While we would like to maintain a regional peering connection with Charter/Spectrum, our previous account reps were not able to understand our needs (and our customer’s needs) to successfully negotiate a renewal for interconnection and peering over simply “buying internet”, the latter of which is no longer interesting to us as a colocation datacenter operator.
UPDATE: Effective 4/10/2019, AS20115 has been moved to our core peering router where it will remain until it’s shut down for good.
UPDATE 2: As soon as our Any2 peering port is ready we will remove our connection to Charter/Spectrum. (5/7/2019)
UPDATE 3: Shut down BGP to AS20115. (5/8/2019)
UPDATE 4: Our port to AS20115 Charter/Spectrum is now unplugged and cross connects removed: disconnect complete. (5/8/2019)
Beginning on October 24th at 02:36:56 PDT during a scheduled maintenance window, our circuit to Charter (Spectrum) AS20115 entered loss of service state and was not restored until 57 hours later. Roller Network is disappointed with the delayed response from Charter (Spectrum) to an issue that was created by their own maintenance activities, and the failure of the maintenance group to ensure circuits they removed from service are restored following such activities.
- At 10:02 we called to notify Charter (Spectrum) that our circuit never recovered following maintenance, in which Charter (Spectrum) intentionally placed the circuit into a loss of service state. We were informed that Charter (Spectrum) will not individually troubleshoot our issue because there was a possible related outage and referenced ticket 50233491.
- At 14:45 Oct. 24 we again called asking for an ETA on handling out outage. No ETA was given, however we insisted that a ticket was opened and linked to ticket 50233491 (ticket 50234369). We were assured that someone would follow up with us (this did not happen).
- The following day at 09:26 on Oct. 25 we called to inquire 1) why our circuit was still down and 2) why nobody had followed up with us. We were informed that no followup was made because their notes said the circuit was restored the previous night around 9pm. However, it was not actually restored, and we suggested that ideally someone should have contacted us since we had an open ticket and asked us if it was indeed restored.
- At 12:16 Oct. 25 we called again to inquire on the status. We were informed that according to the notes nobody had looked at it yet since our last call at 09:26. No information as to why not. At this point the circuit has been down for 33 hours.
- At 12:48 Oct. 25, a full 34 hours after first loss of service, we finally received a callback asking us to verify site power (which of course we have power) before they can send a tech out.

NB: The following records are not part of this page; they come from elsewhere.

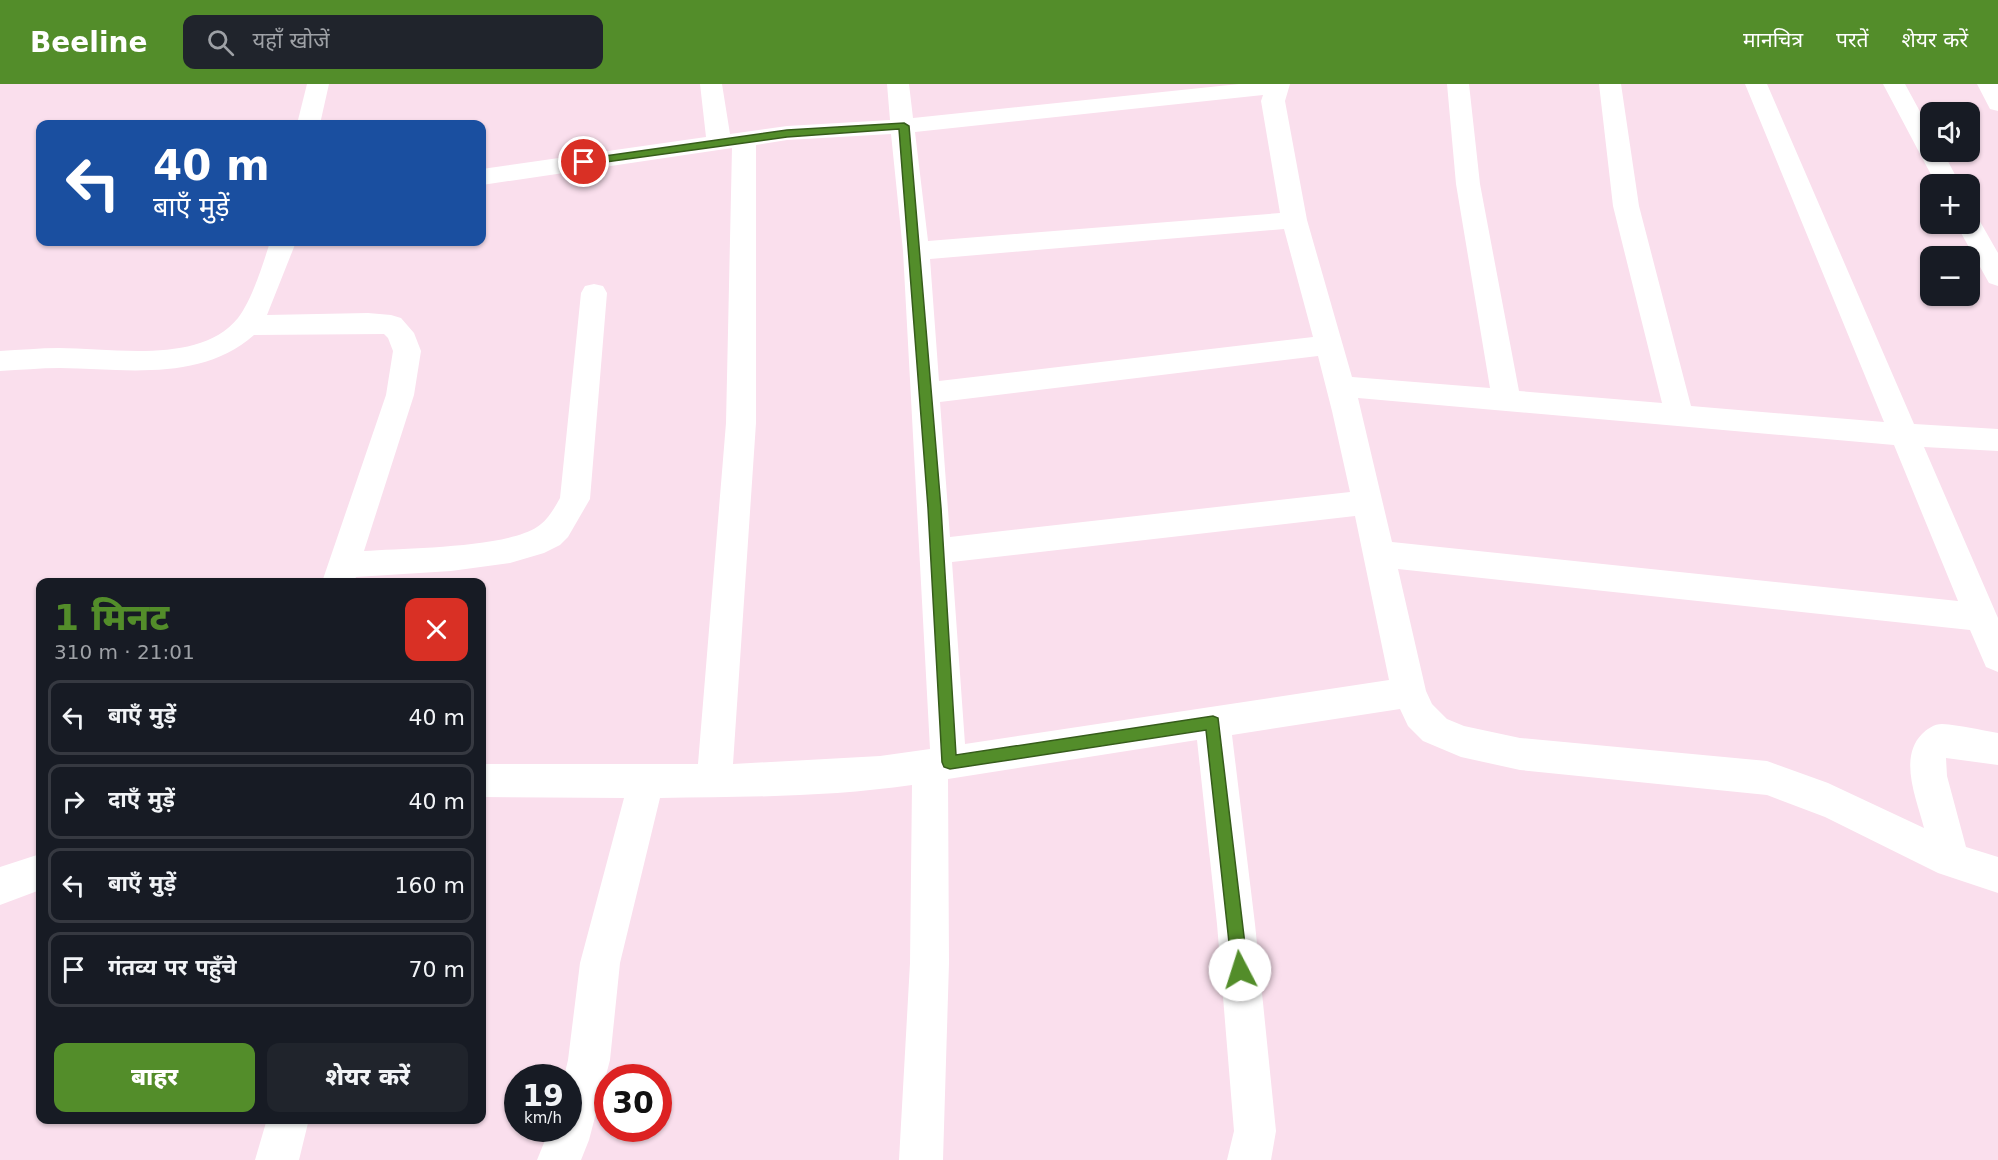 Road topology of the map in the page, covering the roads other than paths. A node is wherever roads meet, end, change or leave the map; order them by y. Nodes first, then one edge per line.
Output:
1 (318, 84) edge
2 (711, 84) edge
3 (898, 84) edge
4 (1458, 84) edge
5 (1610, 84) edge
6 (1756, 84) edge
7 (1894, 84) edge
8 (1988, 84) edge
9 (1277, 86) edge
10 (1998, 105) edge
11 (310, 120) edge
12 (904, 126) junction
13 (731, 142) junction
14 (1943, 174) edge
15 (486, 176) edge
16 (1294, 220) junction
17 (1974, 234) edge
18 (281, 246) edge
19 (916, 251) junction
20 (1998, 277) edge
21 (594, 293) dead end
22 (248, 325) junction
23 (1329, 345) junction
24 (0, 361) edge
25 (1340, 386) junction
26 (925, 393) junction
27 (1508, 401) junction
28 (1679, 415) junction
29 (1905, 435) junction
30 (1998, 440) edge
31 (1367, 502) junction
32 (937, 551) junction
33 (1379, 554) junction
34 (341, 573) edge
35 (1981, 617) junction
36 (1998, 657) edge
37 (1409, 692) junction
38 (1213, 723) junction
39 (1998, 749) edge
40 (940, 764) junction
41 (486, 780) edge
42 (646, 782) junction
43 (714, 782) junction
44 (1952, 860) junction
45 (36, 873) edge
46 (1998, 875) edge
47 (0, 885) edge
48 (287, 1124) edge
49 (277, 1160) edge
50 (559, 1160) edge
51 (921, 1160) edge
52 (1249, 1160) edge

1 - 11 street
2 - 13 street
3 - 12 street
4 - 27 street
5 - 28 street
6 - 29 street
7 - 14 street
8 - 10 street
9 - 12 street
9 - 16 street
12 - 13 street
12 - 19 street
13 - 15 street
13 - 43 street
16 - 19 street
16 - 23 street
17 - 20 street
18 - 22 street
19 - 26 street
21 - 34 street
22 - 24 street
22 - 34 street
23 - 25 street
23 - 26 street
25 - 27 street
25 - 31 street
26 - 32 street
27 - 28 street
28 - 29 street
29 - 30 street
29 - 35 street
31 - 32 street
31 - 33 street
32 - 40 street
33 - 35 street
33 - 37 street
35 - 36 street
37 - 38 street
37 - 44 street
38 - 40 street
38 - 52 street
39 - 44 street
40 - 43 street
40 - 51 street
41 - 42 street
42 - 43 street
42 - 50 street
44 - 46 street
45 - 47 street
48 - 49 street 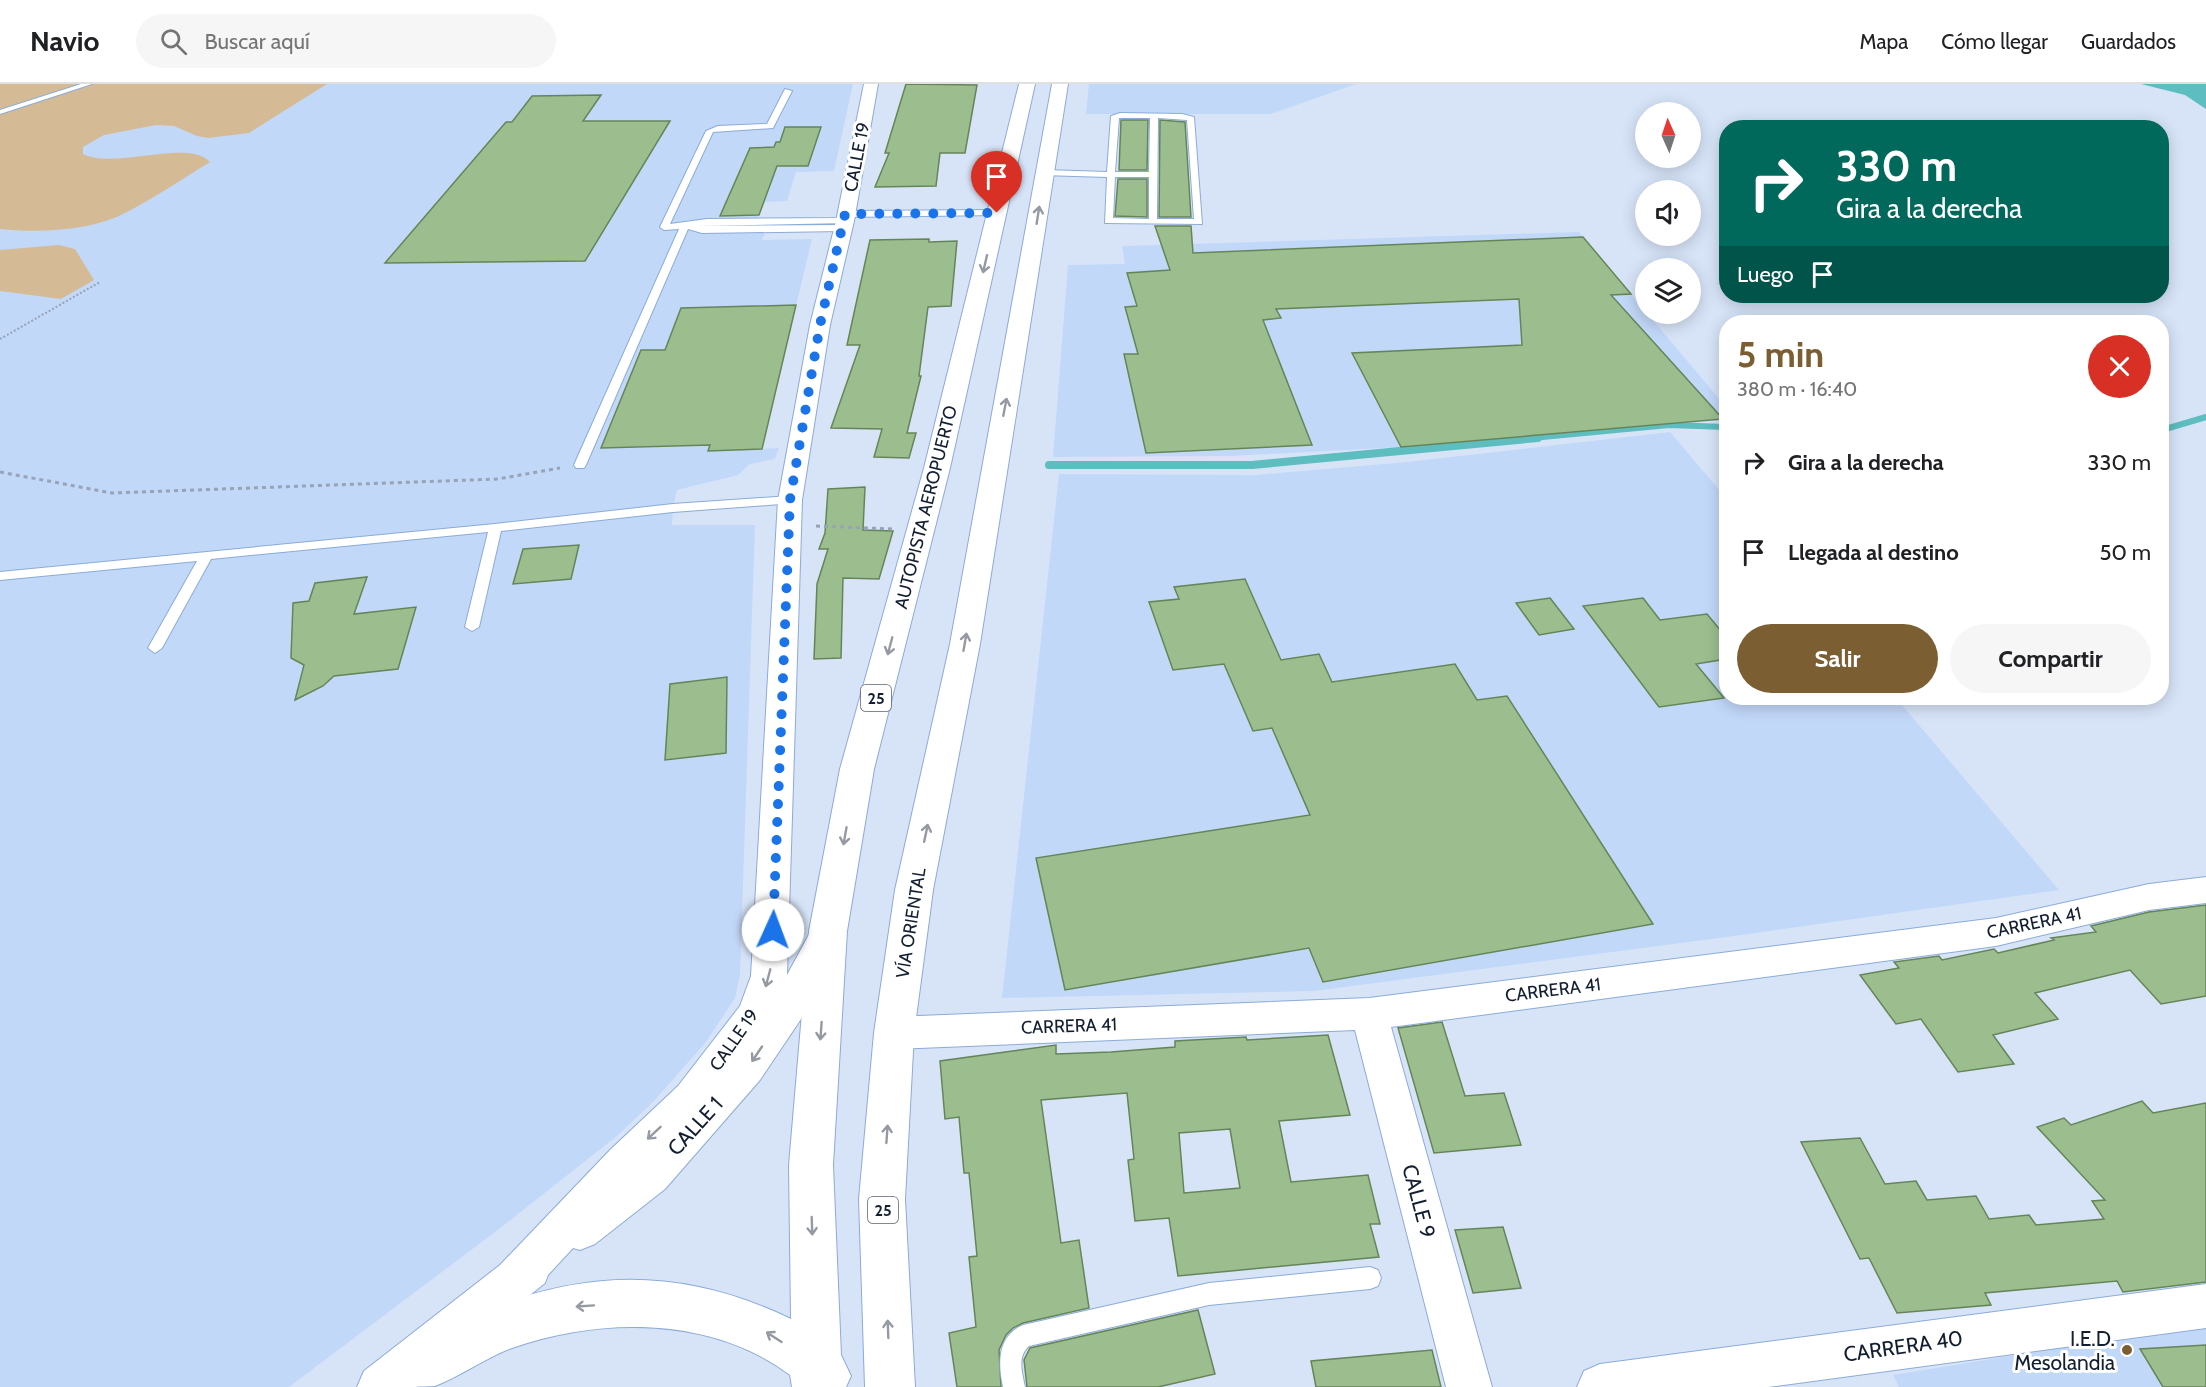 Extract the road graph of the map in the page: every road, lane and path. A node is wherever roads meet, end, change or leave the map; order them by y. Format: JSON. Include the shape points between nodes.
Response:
{"nodes":[{"id":1,"x":88,"y":84,"type":"edge"},
{"id":2,"x":871,"y":84,"type":"edge"},
{"id":3,"x":1027,"y":84,"type":"edge"},
{"id":4,"x":1060,"y":84,"type":"edge"},
{"id":5,"x":788,"y":91,"type":"dead end"},
{"id":6,"x":0,"y":112,"type":"edge"},
{"id":7,"x":1154,"y":115,"type":"junction"},
{"id":8,"x":1045,"y":173,"type":"junction"},
{"id":9,"x":1112,"y":174,"type":"junction"},
{"id":10,"x":1153,"y":175,"type":"junction"},
{"id":11,"x":997,"y":213,"type":"junction"},
{"id":12,"x":844,"y":221,"type":"junction"},
{"id":13,"x":1153,"y":222,"type":"junction"},
{"id":14,"x":685,"y":226,"type":"junction"},
{"id":15,"x":100,"y":282,"type":"dead end"},
{"id":16,"x":0,"y":339,"type":"edge"},
{"id":17,"x":580,"y":465,"type":"joint"},
{"id":18,"x":0,"y":472,"type":"edge"},
{"id":19,"x":789,"y":513,"type":"junction"},
{"id":20,"x":495,"y":528,"type":"junction"},
{"id":21,"x":921,"y":530,"type":"junction"},
{"id":22,"x":207,"y":555,"type":"junction"},
{"id":23,"x":0,"y":576,"type":"edge"},
{"id":24,"x":472,"y":627,"type":"dead end"},
{"id":25,"x":155,"y":648,"type":"dead end"},
{"id":26,"x":2206,"y":890,"type":"edge"},
{"id":27,"x":828,"y":931,"type":"junction"},
{"id":28,"x":1369,"y":1014,"type":"junction"},
{"id":29,"x":894,"y":1033,"type":"junction"},
{"id":30,"x":1370,"y":1278,"type":"dead end"},
{"id":31,"x":515,"y":1280,"type":"junction"},
{"id":32,"x":2206,"y":1306,"type":"edge"},
{"id":33,"x":822,"y":1379,"type":"edge"},
{"id":34,"x":380,"y":1387,"type":"edge"},
{"id":35,"x":387,"y":1387,"type":"edge"},
{"id":36,"x":890,"y":1387,"type":"edge"},
{"id":37,"x":1014,"y":1387,"type":"edge"},
{"id":38,"x":1469,"y":1387,"type":"edge"},
{"id":39,"x":1600,"y":1387,"type":"edge"}],
"edges":[{"from":1,"to":6,"type":"lane"},
{"from":2,"to":12,"type":"street","name":"CALLE 19"},
{"from":3,"to":11,"type":"highway","name":"AUTOPISTA AEROPUERTO","number":"25"},
{"from":4,"to":8,"type":"highway","number":"25"},
{"from":5,"to":14,"type":"lane","via":[[770,126],[710,131],[664,226]]},
{"from":7,"to":9,"type":"lane","via":[[1115,116]]},
{"from":7,"to":10,"type":"lane"},
{"from":7,"to":13,"type":"lane","via":[[1191,118],[1199,222]]},
{"from":8,"to":9,"type":"lane"},
{"from":29,"to":8,"type":"highway","name":"VÍA ORIENTAL","number":"25","one_way":true,"via":[[914,890],[965,644]]},
{"from":9,"to":10,"type":"lane"},
{"from":9,"to":13,"type":"lane","via":[[1107,221]]},
{"from":10,"to":13,"type":"lane"},
{"from":11,"to":12,"type":"lane"},
{"from":11,"to":21,"type":"highway","name":"AUTOPISTA AEROPUERTO","number":"25","one_way":true},
{"from":12,"to":14,"type":"lane","via":[[702,231]]},
{"from":12,"to":19,"type":"street","name":"CALLE 19","via":[[820,325]]},
{"from":14,"to":17,"type":"lane"},
{"from":15,"to":16,"type":"path"},
{"from":17,"to":18,"type":"path","via":[[498,479],[112,493]]},
{"from":19,"to":20,"type":"lane","via":[[673,508]]},
{"from":19,"to":21,"type":"path"},
{"from":19,"to":31,"type":"street","name":"CALLE 19","one_way":true,"via":[[772,953],[766,986],[755,1014],[692,1098],[625,1162]]},
{"from":20,"to":22,"type":"lane"},
{"from":20,"to":24,"type":"lane"},
{"from":21,"to":27,"type":"highway","name":"AUTOPISTA AEROPUERTO","number":"25","one_way":true,"via":[[857,770]]},
{"from":22,"to":23,"type":"lane"},
{"from":22,"to":25,"type":"lane"},
{"from":26,"to":28,"type":"street","name":"CARRERA 41","via":[[2149,897],[1996,932]]},
{"from":27,"to":31,"type":"street","name":"CALLE 1","one_way":true,"via":[[788,1008],[747,1068],[651,1176]]},
{"from":27,"to":33,"type":"highway","number":"25","one_way":true,"via":[[810,1165]]},
{"from":28,"to":29,"type":"street","name":"CARRERA 41"},
{"from":28,"to":38,"type":"street","name":"CALLE 9"},
{"from":36,"to":29,"type":"highway","name":"VÍA ORIENTAL","number":"25","one_way":true,"via":[[882,1199]]},
{"from":30,"to":37,"type":"lane","via":[[1209,1294],[1023,1336],[1013,1345],[1009,1359]]},
{"from":31,"to":34,"type":"street"},
{"from":32,"to":39,"type":"street","name":"CARRERA 40"},
{"from":33,"to":35,"type":"highway","one_way":true,"via":[[763,1330],[704,1309],[640,1301],[573,1306],[503,1325],[434,1357]]}]}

- At 13:34 Oct. 25 we received a call from a tech indicating they were en route.
- At around 15:10 Oct. 25 the tech came to the conclusion that the reason for our ongoing outage was that our circuit was migrated to a new core router, however any and all related configuration was discarded with the migration, specifically all of our BGP configuration for both IPv4 and IPv6, which without BGP the circuit is useless.
- At 15:21 Oct. 25 we placed BGP neighbors into “shutdown” state because if Charter (Spectrum) maintenance or whoever is responsible for such work deleted our configurations, they would have to recreate it and we would require an audit on their new configuration before we can restore BGP in a controlled manner since the circuit can no longer be trusted.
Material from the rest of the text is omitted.